Exercise data below:

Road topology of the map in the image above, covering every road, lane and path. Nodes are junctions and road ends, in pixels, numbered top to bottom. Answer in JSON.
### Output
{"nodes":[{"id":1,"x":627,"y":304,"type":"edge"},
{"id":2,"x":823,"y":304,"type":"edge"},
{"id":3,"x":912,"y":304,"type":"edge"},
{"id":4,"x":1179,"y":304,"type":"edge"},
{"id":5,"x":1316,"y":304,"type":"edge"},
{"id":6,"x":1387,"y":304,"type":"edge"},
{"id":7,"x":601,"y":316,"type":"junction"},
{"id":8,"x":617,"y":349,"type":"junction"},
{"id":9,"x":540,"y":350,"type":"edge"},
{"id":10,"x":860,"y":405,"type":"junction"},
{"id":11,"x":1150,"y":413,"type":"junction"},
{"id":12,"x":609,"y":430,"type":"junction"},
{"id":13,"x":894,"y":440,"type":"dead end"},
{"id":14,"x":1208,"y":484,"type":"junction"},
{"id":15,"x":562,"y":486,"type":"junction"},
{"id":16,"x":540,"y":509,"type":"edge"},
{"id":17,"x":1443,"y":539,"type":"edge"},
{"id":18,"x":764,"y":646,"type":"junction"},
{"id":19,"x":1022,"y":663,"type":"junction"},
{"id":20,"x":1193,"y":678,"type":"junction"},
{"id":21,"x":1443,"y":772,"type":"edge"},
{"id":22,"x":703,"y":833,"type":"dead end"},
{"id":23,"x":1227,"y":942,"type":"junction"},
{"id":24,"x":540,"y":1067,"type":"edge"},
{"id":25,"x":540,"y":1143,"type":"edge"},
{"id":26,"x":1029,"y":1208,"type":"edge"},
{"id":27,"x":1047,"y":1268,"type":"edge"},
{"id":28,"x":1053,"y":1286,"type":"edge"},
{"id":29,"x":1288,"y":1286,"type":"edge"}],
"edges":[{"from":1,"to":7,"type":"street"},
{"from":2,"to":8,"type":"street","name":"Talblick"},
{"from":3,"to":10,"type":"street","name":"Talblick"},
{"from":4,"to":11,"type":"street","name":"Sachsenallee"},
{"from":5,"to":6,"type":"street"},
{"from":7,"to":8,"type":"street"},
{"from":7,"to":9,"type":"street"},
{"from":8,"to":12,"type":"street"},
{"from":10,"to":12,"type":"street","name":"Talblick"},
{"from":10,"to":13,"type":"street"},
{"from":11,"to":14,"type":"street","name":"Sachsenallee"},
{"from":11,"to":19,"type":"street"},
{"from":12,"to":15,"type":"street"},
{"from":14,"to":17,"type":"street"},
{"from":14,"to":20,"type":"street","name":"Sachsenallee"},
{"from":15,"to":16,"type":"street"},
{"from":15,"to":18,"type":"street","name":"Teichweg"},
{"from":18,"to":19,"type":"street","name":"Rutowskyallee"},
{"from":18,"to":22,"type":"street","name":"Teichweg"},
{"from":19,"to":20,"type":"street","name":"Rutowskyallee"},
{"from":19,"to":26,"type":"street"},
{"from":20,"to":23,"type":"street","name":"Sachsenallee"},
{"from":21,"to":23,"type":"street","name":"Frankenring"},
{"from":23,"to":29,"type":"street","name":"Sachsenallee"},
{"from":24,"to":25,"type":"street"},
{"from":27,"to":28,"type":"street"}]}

End of Exercise data.

▸ **Work instruction**: The material must be reproduced word for word.

▸ **Solution for this problem**:
Road topology of the map in the image above, covering every road, lane and path. Nodes are junctions and road ends, in pixels, numbered top to bottom. Answer in JSON.
### Output
{"nodes":[{"id":1,"x":627,"y":304,"type":"edge"},
{"id":2,"x":823,"y":304,"type":"edge"},
{"id":3,"x":912,"y":304,"type":"edge"},
{"id":4,"x":1179,"y":304,"type":"edge"},
{"id":5,"x":1316,"y":304,"type":"edge"},
{"id":6,"x":1387,"y":304,"type":"edge"},
{"id":7,"x":601,"y":316,"type":"junction"},
{"id":8,"x":617,"y":349,"type":"junction"},
{"id":9,"x":540,"y":350,"type":"edge"},
{"id":10,"x":860,"y":405,"type":"junction"},
{"id":11,"x":1150,"y":413,"type":"junction"},
{"id":12,"x":609,"y":430,"type":"junction"},
{"id":13,"x":894,"y":440,"type":"dead end"},
{"id":14,"x":1208,"y":484,"type":"junction"},
{"id":15,"x":562,"y":486,"type":"junction"},
{"id":16,"x":540,"y":509,"type":"edge"},
{"id":17,"x":1443,"y":539,"type":"edge"},
{"id":18,"x":764,"y":646,"type":"junction"},
{"id":19,"x":1022,"y":663,"type":"junction"},
{"id":20,"x":1193,"y":678,"type":"junction"},
{"id":21,"x":1443,"y":772,"type":"edge"},
{"id":22,"x":703,"y":833,"type":"dead end"},
{"id":23,"x":1227,"y":942,"type":"junction"},
{"id":24,"x":540,"y":1067,"type":"edge"},
{"id":25,"x":540,"y":1143,"type":"edge"},
{"id":26,"x":1029,"y":1208,"type":"edge"},
{"id":27,"x":1047,"y":1268,"type":"edge"},
{"id":28,"x":1053,"y":1286,"type":"edge"},
{"id":29,"x":1288,"y":1286,"type":"edge"}],
"edges":[{"from":1,"to":7,"type":"street"},
{"from":2,"to":8,"type":"street","name":"Talblick"},
{"from":3,"to":10,"type":"street","name":"Talblick"},
{"from":4,"to":11,"type":"street","name":"Sachsenallee"},
{"from":5,"to":6,"type":"street"},
{"from":7,"to":8,"type":"street"},
{"from":7,"to":9,"type":"street"},
{"from":8,"to":12,"type":"street"},
{"from":10,"to":12,"type":"street","name":"Talblick"},
{"from":10,"to":13,"type":"street"},
{"from":11,"to":14,"type":"street","name":"Sachsenallee"},
{"from":11,"to":19,"type":"street"},
{"from":12,"to":15,"type":"street"},
{"from":14,"to":17,"type":"street"},
{"from":14,"to":20,"type":"street","name":"Sachsenallee"},
{"from":15,"to":16,"type":"street"},
{"from":15,"to":18,"type":"street","name":"Teichweg"},
{"from":18,"to":19,"type":"street","name":"Rutowskyallee"},
{"from":18,"to":22,"type":"street","name":"Teichweg"},
{"from":19,"to":20,"type":"street","name":"Rutowskyallee"},
{"from":19,"to":26,"type":"street"},
{"from":20,"to":23,"type":"street","name":"Sachsenallee"},
{"from":21,"to":23,"type":"street","name":"Frankenring"},
{"from":23,"to":29,"type":"street","name":"Sachsenallee"},
{"from":24,"to":25,"type":"street"},
{"from":27,"to":28,"type":"street"}]}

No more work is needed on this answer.